The lack of attention to detail on the coaching staff and within special teams in particular is staggering. No contingency if your long snapper – who snaps on punts, extra points and field goals and is one of only three major components in the kicking game – gets injured is inexcusable, undisciplined, and the heaviest contributing factor to the loss.  

I do think the Raiders will be more disciplined as a whole going forward; Dennis Allen has a good attitude and the players respond to him well.

However, and unfortunately; for the first week of the 2012 season the Raiders same old issues rose to the forefront, and the lack of discipline and attention to detail so emphasized in the offseason as a point to fix was still very much broken.

Raider Linebackers are a Weakness

/articleimages/burris-celebrates.jpgThat was the thought coming into the season.

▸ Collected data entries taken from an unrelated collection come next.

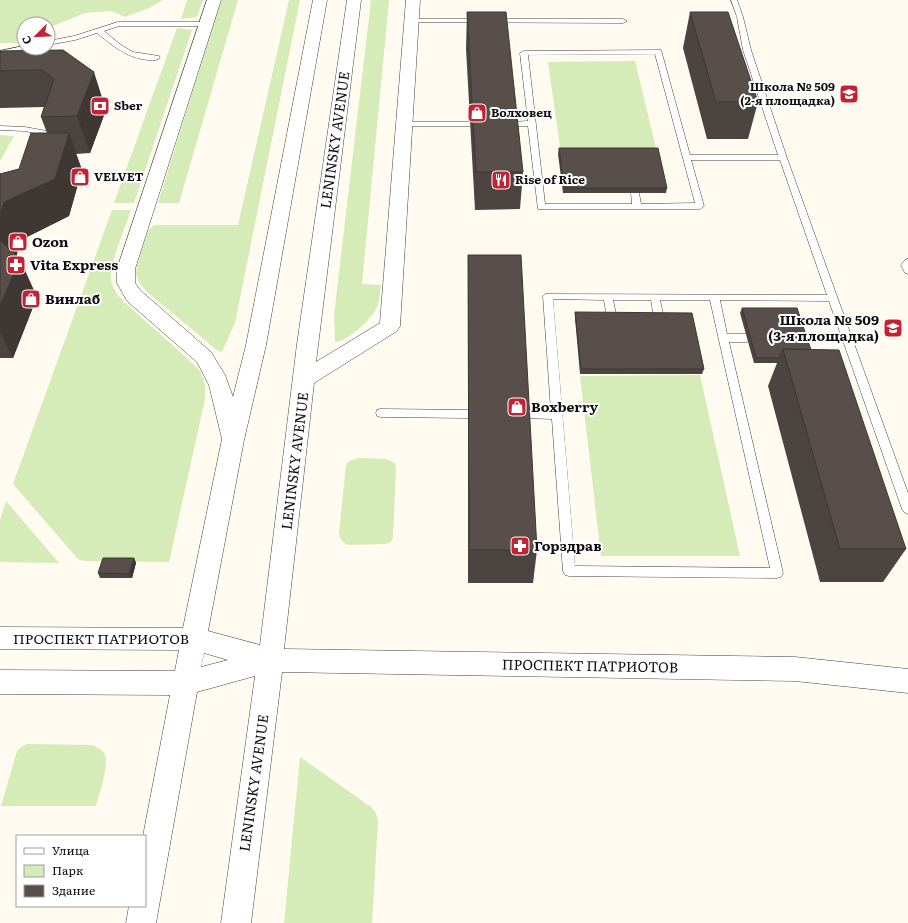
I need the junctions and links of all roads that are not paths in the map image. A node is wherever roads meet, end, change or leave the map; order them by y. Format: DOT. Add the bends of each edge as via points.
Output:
graph roads {
  1 [pos="214,0"];
  2 [pos="320,0"];
  3 [pos="354,0"];
  4 [pos="413,0"];
  5 [pos="734,0"];
  6 [pos="411,21"];
  7 [pos="623,21"];
  8 [pos="206,24"];
  9 [pos="98,30"];
  10 [pos="56,42"];
  11 [pos="16,50"];
  12 [pos="0,53"];
  13 [pos="156,58"];
  14 [pos="532,123"];
  15 [pos="404,124"];
  16 [pos="470,124"];
  17 [pos="511,124"];
  18 [pos="0,128"];
  19 [pos="47,150"];
  20 [pos="687,157"];
  21 [pos="783,158"];
  22 [pos="634,193"];
  23 [pos="637,206"];
  24 [pos="908,262"];
  25 [pos="908,271"];
  26 [pos="608,296"];
  27 [pos="655,297"];
  28 [pos="714,297"];
  29 [pos="832,298"];
  30 [pos="612,318"];
  31 [pos="659,318"];
  32 [pos="723,338"];
  33 [pos="747,338"];
  34 [pos="304,379"];
  35 [pos="381,412"];
  36 [pos="468,414"];
  37 [pos="524,414"];
  38 [pos="557,415"];
  39 [pos="233,440"];
  40 [pos="908,509"];
  41 [pos="0,638"];
  42 [pos="194,639"];
  43 [pos="271,660"];
  44 [pos="908,681"];
  45 [pos="0,682"];
  46 [pos="186,683"];
  47 [pos="146,898"];
  48 [pos="144,907"];
  49 [pos="141,923"];
  50 [pos="236,923"];
  1 -- 8 [label="street"];
  2 -- 39 [label="street" via="256,345"];
  3 -- 34 [label="street, LENINSKY AVENUE"];
  4 -- 6 [label="street"];
  5 -- 21 [label="lane"];
  6 -- 7 [label="lane"];
  6 -- 15 [label="street"];
  8 -- 9 [label="lane" via="118,24"];
  8 -- 39 [label="street" via="126,269 126,283 134,296 204,357 213,368"];
  9 -- 10 [label="lane"];
  9 -- 13 [label="lane" via="127,53 144,58"];
  11 -- 12 [label="lane"];
  14 -- 17 [label="lane"];
  14 -- 20 [label="lane" via="524,53 658,52"];
  14 -- 23 [label="lane" via="541,207 594,203"];
  15 -- 16 [label="lane"];
  15 -- 34 [label="street" via="390,326"];
  18 -- 19 [label="lane" via="25,129 49,134"];
  20 -- 21 [label="lane"];
  20 -- 23 [label="lane" via="700,206"];
  21 -- 29 [label="lane"];
  22 -- 23 [label="lane"];
  24 -- 25 [label="lane"];
  26 -- 27 [label="lane"];
  26 -- 30 [label="lane"];
  26 -- 38 [label="lane" via="548,296"];
  27 -- 28 [label="lane"];
  27 -- 31 [label="lane"];
  28 -- 29 [label="lane"];
  28 -- 32 [label="lane"];
  29 -- 40 [label="lane"];
  32 -- 33 [label="lane"];
  32 -- 38 [label="lane" via="777,573 569,571"];
  34 -- 43 [label="street, LENINSKY AVENUE"];
  35 -- 36 [label="lane"];
  37 -- 38 [label="lane"];
  39 -- 42 [label="street"];
  41 -- 42 [label="street, ПРОСПЕКТ ПАТРИОТОВ"];
  42 -- 43 [label="street, ПРОСПЕКТ ПАТРИОТОВ"];
  42 -- 46 [label="street"];
  43 -- 44 [label="street, ПРОСПЕКТ ПАТРИОТОВ" via="795,669"];
  43 -- 46 [label="street, ПРОСПЕКТ ПАТРИОТОВ"];
  43 -- 50 [label="street, LENINSKY AVENUE"];
  45 -- 46 [label="street, ПРОСПЕКТ ПАТРИОТОВ"];
  46 -- 47 [label="street"];
  48 -- 49 [label="street"];
}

But rookie Miles Burris led the team with 12 tackles – including three for loss – and shot running gaps all night.

The maligned Rolando McClain was solid in the middle, making seven tackles, two for loss, and stiffening well in the run game. He showed excellent poise and leadership and you could often see him directing teammates pre-snap while encouraging everyone. He’s growing into a leader and it’s fun to watch.

Philip Wheeler is aptly named. Dude’s got wheels. Whether it’s covering his gaps in the run game, getting off blocks, or running with tight ends in pass coverage, Wheeler is often seen flying all over the field. He was special in the preseason, and continued that play from the Weak side on Monday.

In all the Chargers gained a measly 32 yards on 20 carries for 1.6 ypc. That is a far, far cry from the past decade in which the Raiders have given up over 125+ yards per game on the ground and a staggeringly high 4.6 yards per carry (over 5.0 ypc last season alone!).

This linebacking corps, though thin at the moment, will get bolstered when Aaron Curry returns from the PUP list and Travis Goethel gets over his PTSD after Monday’s debacle.

Thought to be an area of weakness, for the first game at least, the Raider linebackers were one of the greatest areas of strength by holding fast in the run game and allowing little to no plays in the middle of the field in the passing game.

The Raiders played well at times on Monday but after Condo went down, the game became almost comedic, but more nightmarish comedic than actually funny comedic.

Despite having a short week and a long trip, this team believes it is a playoff contender and have spoken all week about what needs to be done to shore up their issues. Teams that believe they are playoff contenders do not lose to the Miami Dolphins when Ryan Tannehill is their quarterback.

If they do, panic buttons throughout Raider Nation will be smashed to bits with heavily spiked silver & black gloves.